**Task brief**
Report all lines of the data below that hold the word "between".

**Source material**
····················

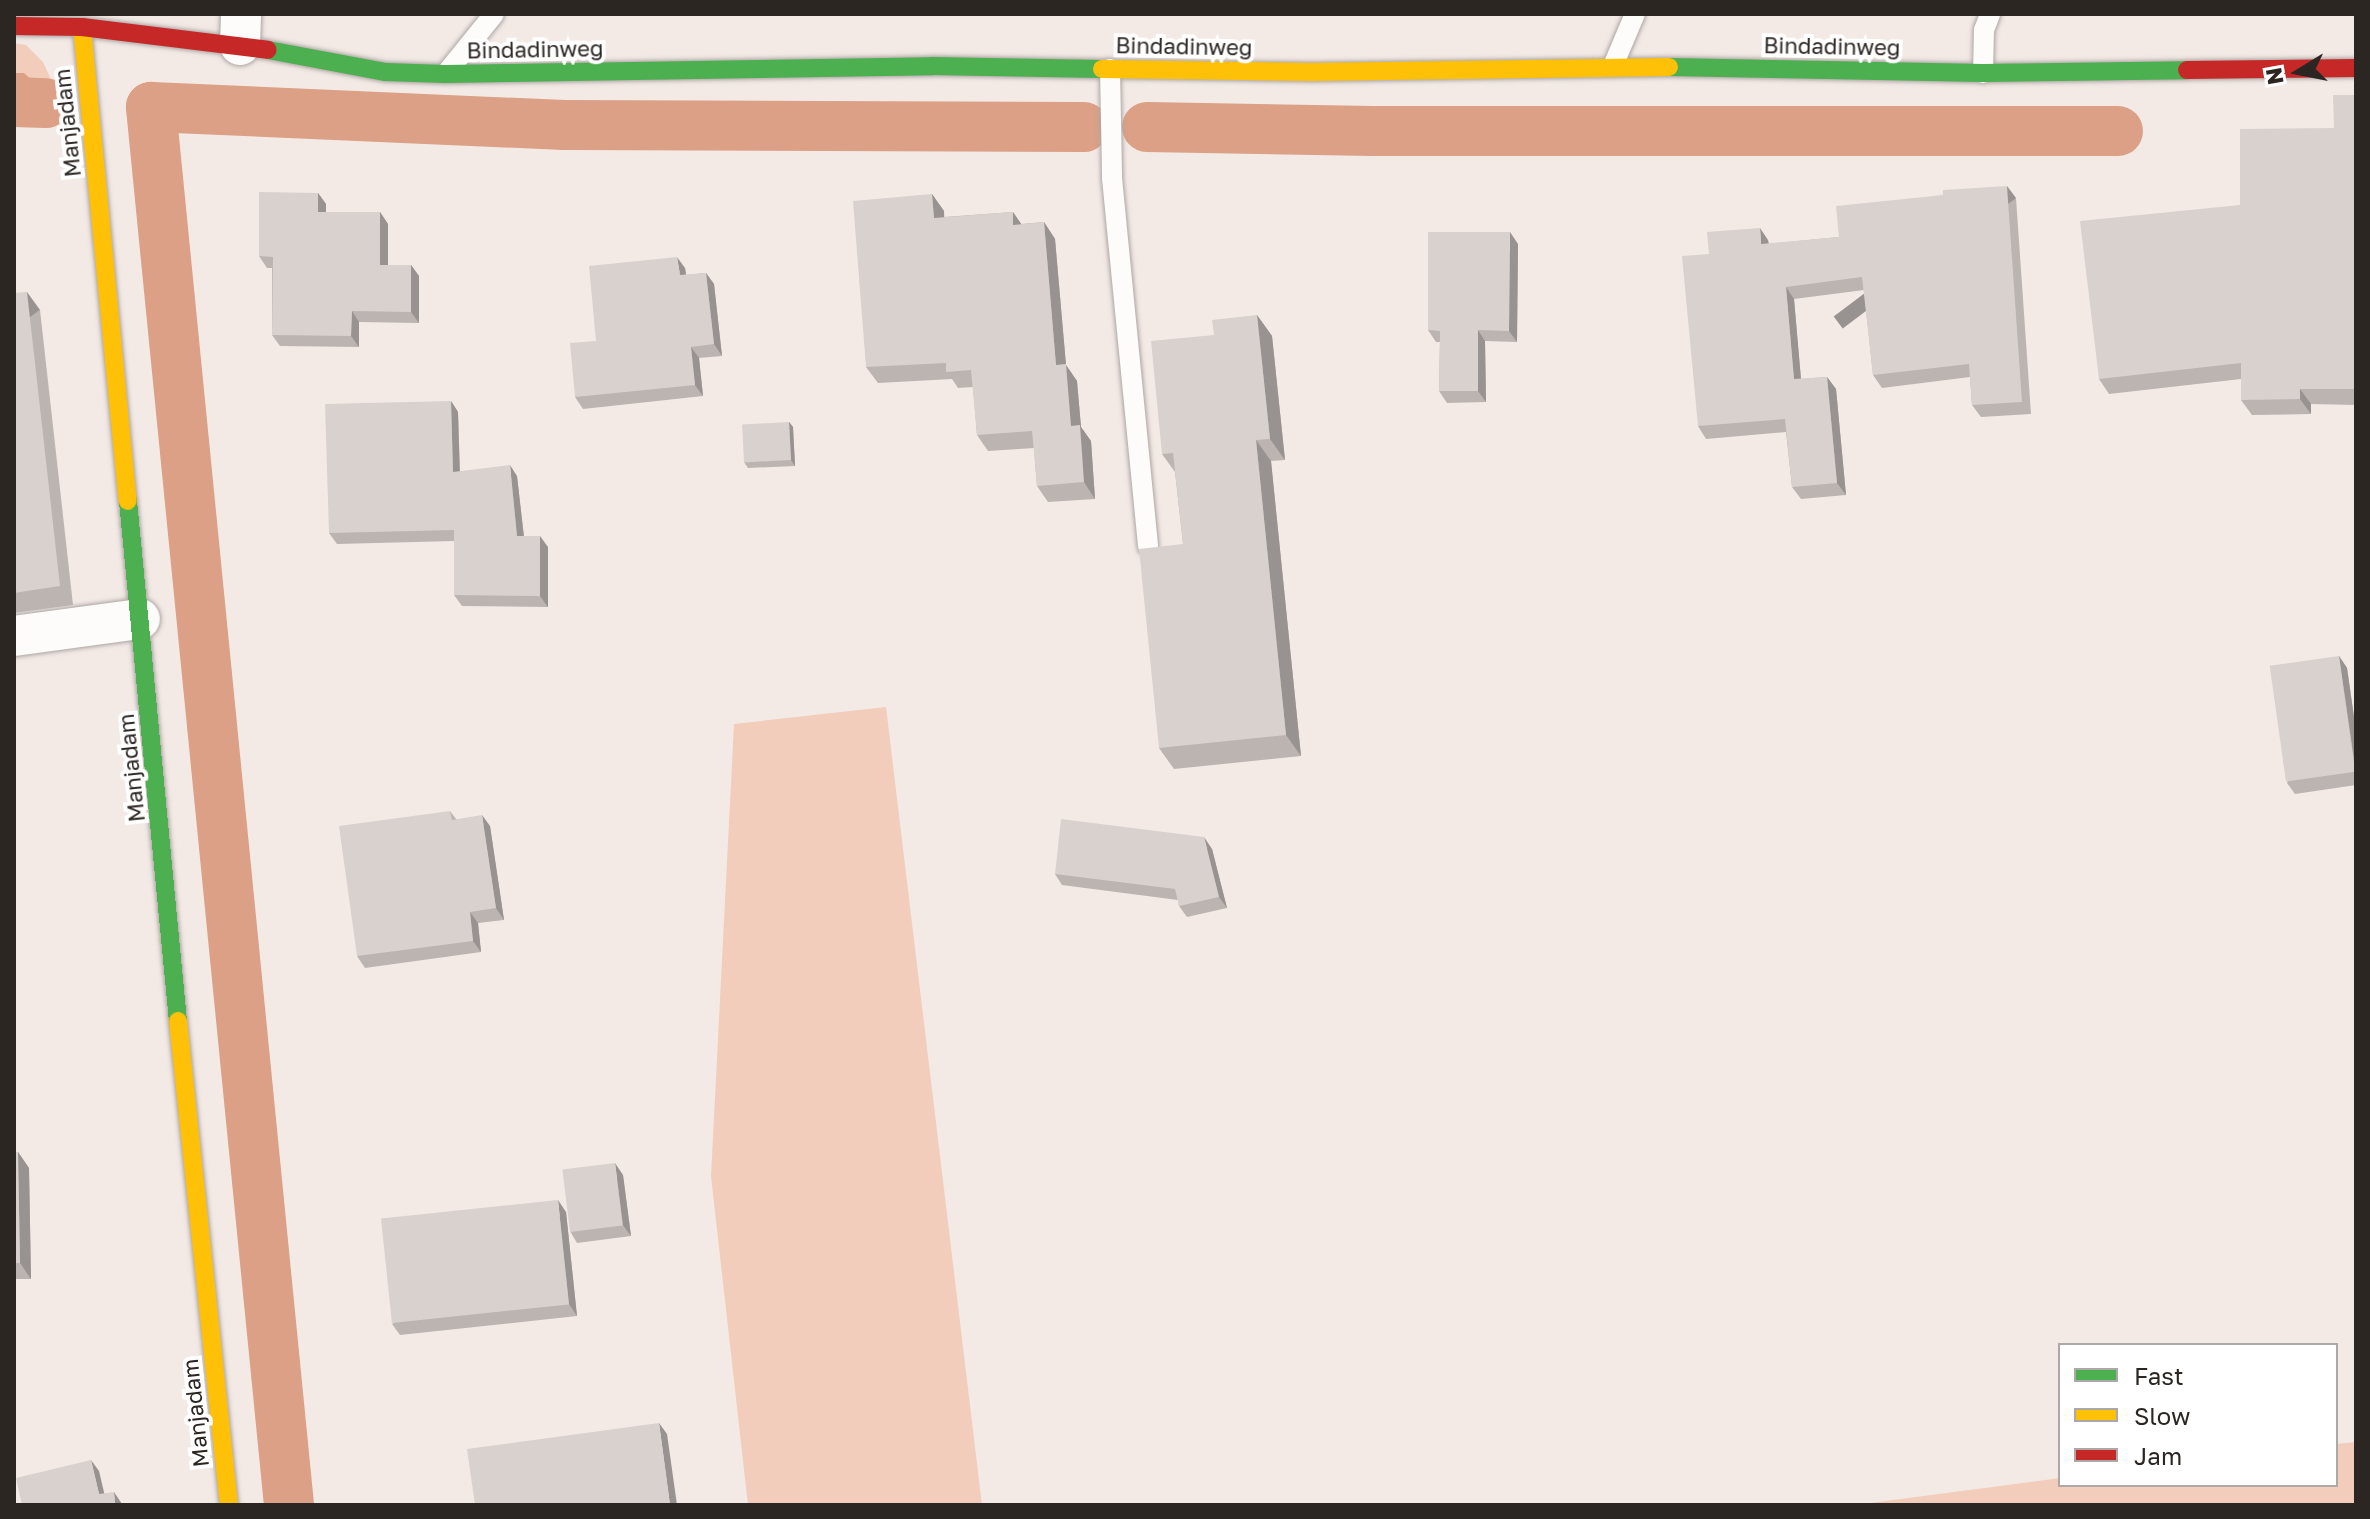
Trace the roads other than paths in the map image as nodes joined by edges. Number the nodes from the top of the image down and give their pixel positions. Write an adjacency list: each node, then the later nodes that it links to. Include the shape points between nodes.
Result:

····················

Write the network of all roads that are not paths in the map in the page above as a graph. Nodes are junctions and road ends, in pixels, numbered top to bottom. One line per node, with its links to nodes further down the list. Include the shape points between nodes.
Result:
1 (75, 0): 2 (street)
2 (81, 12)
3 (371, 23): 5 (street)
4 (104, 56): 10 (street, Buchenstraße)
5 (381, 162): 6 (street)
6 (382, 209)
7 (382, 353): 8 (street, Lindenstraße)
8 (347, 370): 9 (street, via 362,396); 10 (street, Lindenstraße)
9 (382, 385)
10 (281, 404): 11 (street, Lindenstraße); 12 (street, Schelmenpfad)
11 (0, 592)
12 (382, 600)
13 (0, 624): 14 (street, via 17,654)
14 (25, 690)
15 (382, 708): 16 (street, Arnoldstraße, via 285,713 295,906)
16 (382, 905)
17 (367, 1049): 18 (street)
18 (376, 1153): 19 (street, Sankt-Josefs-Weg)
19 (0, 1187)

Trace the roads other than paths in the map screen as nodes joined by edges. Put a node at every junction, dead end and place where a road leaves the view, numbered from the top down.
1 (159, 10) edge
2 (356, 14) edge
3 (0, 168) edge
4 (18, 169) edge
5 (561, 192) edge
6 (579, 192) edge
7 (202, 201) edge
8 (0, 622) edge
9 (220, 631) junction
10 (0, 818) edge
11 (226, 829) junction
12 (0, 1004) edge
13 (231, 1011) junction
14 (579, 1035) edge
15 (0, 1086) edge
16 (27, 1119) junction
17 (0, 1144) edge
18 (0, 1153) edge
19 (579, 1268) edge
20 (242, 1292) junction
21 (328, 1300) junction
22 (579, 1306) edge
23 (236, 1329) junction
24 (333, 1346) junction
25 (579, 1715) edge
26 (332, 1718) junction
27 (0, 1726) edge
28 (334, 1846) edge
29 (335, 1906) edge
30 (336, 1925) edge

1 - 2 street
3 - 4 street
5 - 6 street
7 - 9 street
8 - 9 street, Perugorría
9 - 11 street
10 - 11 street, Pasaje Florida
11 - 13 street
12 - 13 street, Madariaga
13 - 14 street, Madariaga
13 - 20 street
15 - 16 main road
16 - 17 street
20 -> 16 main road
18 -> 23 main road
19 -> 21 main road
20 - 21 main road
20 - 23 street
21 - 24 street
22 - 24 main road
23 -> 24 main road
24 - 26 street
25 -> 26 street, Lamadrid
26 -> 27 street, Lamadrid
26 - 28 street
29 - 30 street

····················

**Output**
Trace the roads other than paths in the map image as nodes joined by edges. Number the nodes from the top of the image down and give their pixel positions. Write an adjacency list: each node, then the later nodes that it links to. Include the shape points between nodes.
Write the network of all roads that are not paths in the map in the page above as a graph. Nodes are junctions and road ends, in pixels, numbered top to bottom. One line per node, with its links to nodes further down the list. Include the shape points between nodes.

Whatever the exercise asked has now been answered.